As with any benzo medication, medical detox is needed for Valium detox, and users should never attempt to detox from Valium without medical supervision. At a treatment facility, professional healthcare workers will conduct a full mental and psychological evaluation of a client before beginning the process of weaning them off Valium. This has to be done carefully, to avoid triggering the worst of the withdrawal symptoms; to that end, staff may administer anticonvulsant, anti-seizure, or antianxiety medications to ease the process.
In addition to medical detox, comprehensive therapy is needed to address the root reasons that led to addiction in the first place. It is vital to learn how to process the mental and emotional damage done by Valium addiction, as well as how to function in day-to-day life without the crutch of reaching for a bottle of pills. That insight comes from therapy, where the client and therapist work together on formulating strategies to help the client deal with the temptation to use Valium and how to respond to the situations that give rise to those temptations.

A key tool in this stage of treatment is a form of therapy known as Cognitive Behavioral Therapy, which works by examining the client’s thought and behavioral patterns, attempting to discern the processes that led to addiction.

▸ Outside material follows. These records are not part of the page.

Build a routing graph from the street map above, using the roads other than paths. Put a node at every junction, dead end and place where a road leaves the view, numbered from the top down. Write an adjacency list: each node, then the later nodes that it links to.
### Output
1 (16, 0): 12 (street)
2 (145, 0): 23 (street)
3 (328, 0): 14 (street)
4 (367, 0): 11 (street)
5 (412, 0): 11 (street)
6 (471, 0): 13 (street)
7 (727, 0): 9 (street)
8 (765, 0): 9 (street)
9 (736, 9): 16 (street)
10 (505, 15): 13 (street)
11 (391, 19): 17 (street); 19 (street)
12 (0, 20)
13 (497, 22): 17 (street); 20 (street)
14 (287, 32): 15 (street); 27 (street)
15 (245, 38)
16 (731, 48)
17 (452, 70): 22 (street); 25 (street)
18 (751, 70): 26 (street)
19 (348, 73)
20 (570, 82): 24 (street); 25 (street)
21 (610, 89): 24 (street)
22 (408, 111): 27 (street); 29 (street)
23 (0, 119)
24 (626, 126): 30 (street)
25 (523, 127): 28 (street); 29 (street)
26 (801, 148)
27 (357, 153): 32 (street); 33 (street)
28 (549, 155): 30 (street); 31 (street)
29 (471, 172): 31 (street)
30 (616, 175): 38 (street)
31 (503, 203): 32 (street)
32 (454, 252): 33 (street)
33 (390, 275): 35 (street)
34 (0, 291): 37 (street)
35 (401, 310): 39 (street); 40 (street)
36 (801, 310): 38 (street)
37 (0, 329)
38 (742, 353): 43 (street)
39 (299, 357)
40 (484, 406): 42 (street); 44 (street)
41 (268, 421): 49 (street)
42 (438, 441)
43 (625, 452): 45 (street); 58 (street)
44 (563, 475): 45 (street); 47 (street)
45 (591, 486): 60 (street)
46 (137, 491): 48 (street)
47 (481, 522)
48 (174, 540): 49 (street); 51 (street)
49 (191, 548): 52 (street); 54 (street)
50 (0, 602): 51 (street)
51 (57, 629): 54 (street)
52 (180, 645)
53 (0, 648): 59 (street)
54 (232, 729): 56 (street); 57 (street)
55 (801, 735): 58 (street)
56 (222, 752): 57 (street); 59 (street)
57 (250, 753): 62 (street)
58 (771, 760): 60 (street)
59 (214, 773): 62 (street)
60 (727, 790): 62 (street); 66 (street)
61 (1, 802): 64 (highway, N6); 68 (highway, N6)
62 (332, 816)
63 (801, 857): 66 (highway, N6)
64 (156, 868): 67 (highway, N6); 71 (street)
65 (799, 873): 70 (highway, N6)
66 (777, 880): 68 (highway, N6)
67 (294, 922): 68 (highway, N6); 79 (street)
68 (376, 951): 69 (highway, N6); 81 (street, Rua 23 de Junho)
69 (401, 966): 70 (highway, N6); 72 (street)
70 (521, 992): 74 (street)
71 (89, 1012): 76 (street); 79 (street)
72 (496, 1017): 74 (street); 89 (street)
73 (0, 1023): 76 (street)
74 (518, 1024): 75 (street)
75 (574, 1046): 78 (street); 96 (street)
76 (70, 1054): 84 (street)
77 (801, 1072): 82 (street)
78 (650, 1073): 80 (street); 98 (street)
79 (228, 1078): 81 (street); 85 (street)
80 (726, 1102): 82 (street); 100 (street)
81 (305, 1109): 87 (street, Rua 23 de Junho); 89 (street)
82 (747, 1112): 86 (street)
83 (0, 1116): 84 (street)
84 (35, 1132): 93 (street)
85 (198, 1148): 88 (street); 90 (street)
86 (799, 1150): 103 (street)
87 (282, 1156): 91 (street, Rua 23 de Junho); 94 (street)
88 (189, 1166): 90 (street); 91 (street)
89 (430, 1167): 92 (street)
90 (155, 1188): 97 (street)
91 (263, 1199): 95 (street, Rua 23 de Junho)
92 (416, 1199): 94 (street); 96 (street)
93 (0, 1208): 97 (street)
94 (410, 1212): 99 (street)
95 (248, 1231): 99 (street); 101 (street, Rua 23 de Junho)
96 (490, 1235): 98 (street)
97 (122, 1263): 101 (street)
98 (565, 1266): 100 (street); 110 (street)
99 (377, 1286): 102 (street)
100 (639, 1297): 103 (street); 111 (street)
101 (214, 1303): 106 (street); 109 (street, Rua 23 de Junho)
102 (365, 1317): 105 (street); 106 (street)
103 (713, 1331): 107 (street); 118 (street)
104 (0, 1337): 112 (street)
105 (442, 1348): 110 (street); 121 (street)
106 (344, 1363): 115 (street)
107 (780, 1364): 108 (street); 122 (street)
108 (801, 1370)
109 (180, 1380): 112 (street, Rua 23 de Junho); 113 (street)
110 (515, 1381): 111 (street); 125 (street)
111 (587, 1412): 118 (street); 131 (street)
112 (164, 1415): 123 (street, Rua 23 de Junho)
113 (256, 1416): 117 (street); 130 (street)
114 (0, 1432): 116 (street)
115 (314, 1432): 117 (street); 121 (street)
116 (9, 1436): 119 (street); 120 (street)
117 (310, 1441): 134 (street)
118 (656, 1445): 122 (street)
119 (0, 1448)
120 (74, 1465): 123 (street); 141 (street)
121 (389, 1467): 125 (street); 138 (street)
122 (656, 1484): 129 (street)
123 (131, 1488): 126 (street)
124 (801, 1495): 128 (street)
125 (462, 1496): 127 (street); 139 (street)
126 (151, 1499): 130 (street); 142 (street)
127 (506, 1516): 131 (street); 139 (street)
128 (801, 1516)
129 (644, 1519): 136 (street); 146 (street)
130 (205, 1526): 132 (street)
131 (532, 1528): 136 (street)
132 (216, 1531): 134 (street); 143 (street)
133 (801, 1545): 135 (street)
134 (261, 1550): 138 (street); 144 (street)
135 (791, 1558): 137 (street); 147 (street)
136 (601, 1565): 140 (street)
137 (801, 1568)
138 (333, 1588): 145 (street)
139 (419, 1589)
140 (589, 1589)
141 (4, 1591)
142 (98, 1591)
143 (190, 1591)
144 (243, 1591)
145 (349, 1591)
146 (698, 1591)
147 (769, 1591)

Once these patterns are understood, a therapist can guide the client towards forming newer, healthier patterns that can be used as a defense against the threat of relapse. The University of Washington explains that the concept of identifying and correcting harmful thought processes is the foundation of relapse prevention.
Once clients have completed this formalized treatment, it is imperative that they connect with a support group that can help them keep the tenets of therapy fresh in mind. To this point, 12-Step groups and other aftercare programs give the client a network of peers who have been through similar experiences and speak the language of this stage of recovery. These peers are there if the client needs someone to talk to, and they can provide companionship and solidarity when saying “no”to Valium becomes a struggle.

Outpatient Treatment

Group TherapyClients may be given the option of outpatient treatment if the Valium addiction is not severe to the point that it warrants observation and protection from relapse triggers. This possibility may present itself if individuals seek help at a relatively early stage in the addiction, before they become physically and psychologically dependent on Valium to make it through the day. Regardless of which form of treatment is deemed appropriate ” inpatient or outpatient ” for rehab, medical detox with 24-hour supervision is recommended for Valium detox.
As an outpatient, the client returns home each night. In fact, after participating in therapy sessions, or receiving their dosage of medication, clients may be free to return to their private lives, engaging in work, academic, or family obligations. However, The Fix warns that one of the many conditions placed on clients who qualify for outpatient treatment is that their visits to treatment centers have to be frequent and regular, perhaps requiring them to spend a majority of their day there.

Outpatient clients are also encouraged to join a 12-Step group to help with the reality of maintaining their abstinence. Regardless of treatment status, a Valium addiction is still an addiction, and sobriety needs to be protected and nurtured.

As with most prescription drug addictions, developing a dependence on Valium can feel like adding insult to injury: the supposed “miracle cure”for anxiety or insomnia becomes its own source of stress and worry. With treatment, however, recovery and health are always possible, and the same Valium addiction that threatened to overwhelm your life can become a thing of the past.